Pre-code Hollywood explored taboo themes like nudity, same-sex relationships, gender roles, blasphemy, and sex. The first Best Picture winner of the 1927/28 year, Wings, contains a kiss between two male combat pilots in the Army Air Service. In 1932 The Sign of the Cross, actress Marlene Dietrich challenged gender norms by appearing in a tuxedo, because god forbid women wear pants. In the film Baby Face, actress Barbara Stanwyck’s character plans to sleep her way into a luxurious lifestyle. These frank depictions of sex and sexual activity continued with little interference up until 1934’s Hays Code due to the lack of a cohesive censorship code.
Although films had no united policy, there was a tremendous push for the rehabilitation of Hollywood’s image from religious groups after the murder of film director William Desmond Taylor and the alleged rape and murder of silent film actress Virginia Rappe by actor Roscoe “Fatty” Arbuckle. Industry professionals had attempted to clean up films before, most notably with the creation of the National Association of the Motion Picture Industry in 1916, but it resulted in little change in the production of films.
In addition to a push from religious organizations, government oversight began to bear down upon pre-code Hollywood. In 1915, the U.S. Supreme Court decided that free speech did not extend to films. At the time, state or municipal governments could create their own censorship boards. Ohio had one such board and, like many other governments, levied taxes against film distributors for violating the regulations. The Mutual Firm Corporation of Detroit sought an injunction, claiming that it hindered interstate film commerce and violated the first amendment.
Justice Joseph McKenna disagreed, writing in the majority opinion, “the exhibition of moving pictures is a business, pure and simple, originated and conducted for profit…not to be regarded, nor intended to be regarded by the Ohio Constitution, we think, as part of the press of the country, or as organs of public opinion.”
Following this Supreme Court opinion, New York implemented its own film censorship code in 1921. Virginia followed suit the following year. Instead of contending with states’ individual film discretion, however, the industry decided it would rather institute its own uniform censorship code.
In 1927, the Hays Office issued a codified list of “Don’ts” and “Be Carefuls” that were voluntary but encouraged. The document’s censorable material includes profanity, ridicule of the clergy, scenes of childbirth, nudity, and interracial relationships. According to NPR, “the Production Code was voluntary for film companies, who figured it was a nifty way to avoid government censorship. But it was mandatory for filmmakers, if they wanted their films to play in American theaters.”
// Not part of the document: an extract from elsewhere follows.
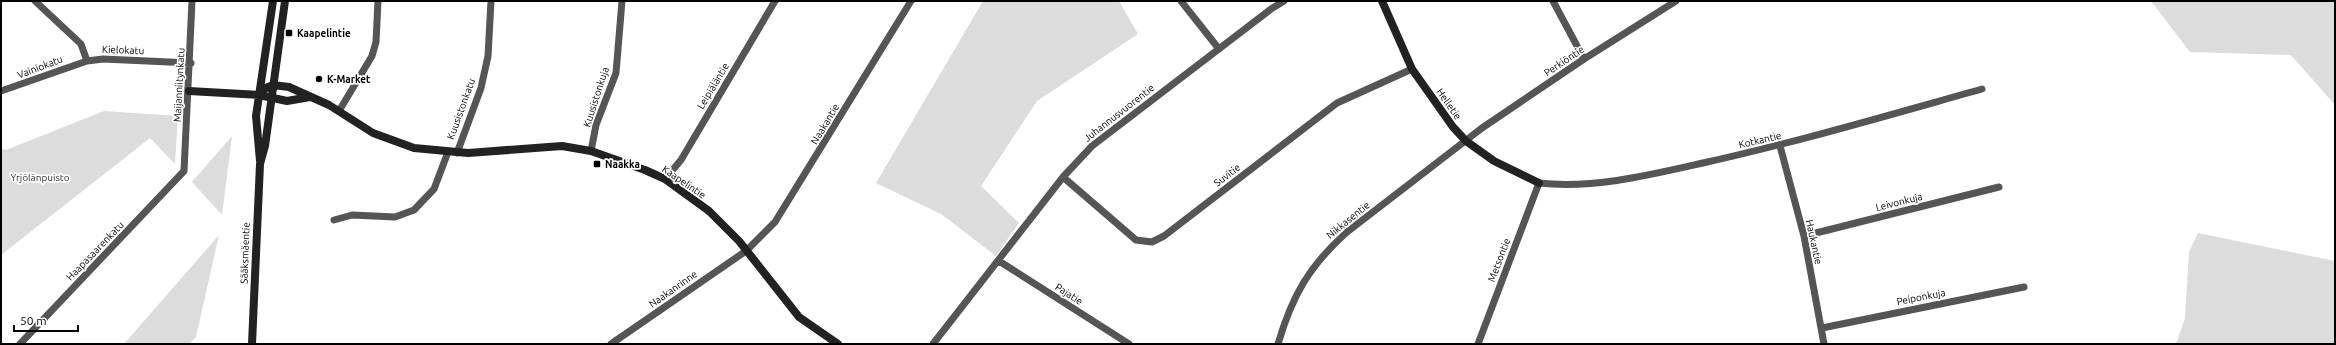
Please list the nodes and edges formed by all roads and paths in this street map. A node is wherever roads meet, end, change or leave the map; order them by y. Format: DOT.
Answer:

During the Roosevelt administration, there was a heightened sense of moral panic surrounding film content. Mary Gelsey Samuelson, author of The Patriotic Play: Roosevelt, Antitrust, and the War Activities Committee of the Motion Picture Industry, wrote “Although the president remained publicly neutral on the controversy over film content after taking office in 1932, Mrs. Roosevelt’s interest in social reform and education certainly affected her view on cinema’s role in American culture.”
So to stave off government censorship during the Roosevelt administration the MPPDA appointed Joseph Breen in 1934 to oversee and enforce the self-imposed censorship code in the Production Code Administration division of the MPPDA. Breen was a newspaper-man and prominent Catholic, deemed by Variety to be the “supreme pontiff of picture morals from now on.” His religious morality judgments were in an attempt to cleanse the motion picture industry from the underbelly of sin and tuxedo-clad women it was previously. The Hays Code era film industry was, as the historian Francis G. Couvares put it, “an industry largely financed by Protestant bankers, operated by Jewish studio executives, and policed by Catholic bureaucrats.”
These Catholic bureaucrats imposed their own zealous regulations upon the industry. Among the prohibited content were “nudity, suggestive dances, discussions of sexual perversity, superfluous use of liquor, ridicule of religion, and miscegenation (interracial relationships).” In short, anything that defied the homogeneous and strict moral codes of the time were blacklisted from appearing in film.
“The code sets up high standards of performance for motion-picture producers,” Hays proclaimed when the new code was unveiled. “It states the considerations which good taste and community value make necessary in this universal form of entertainment.”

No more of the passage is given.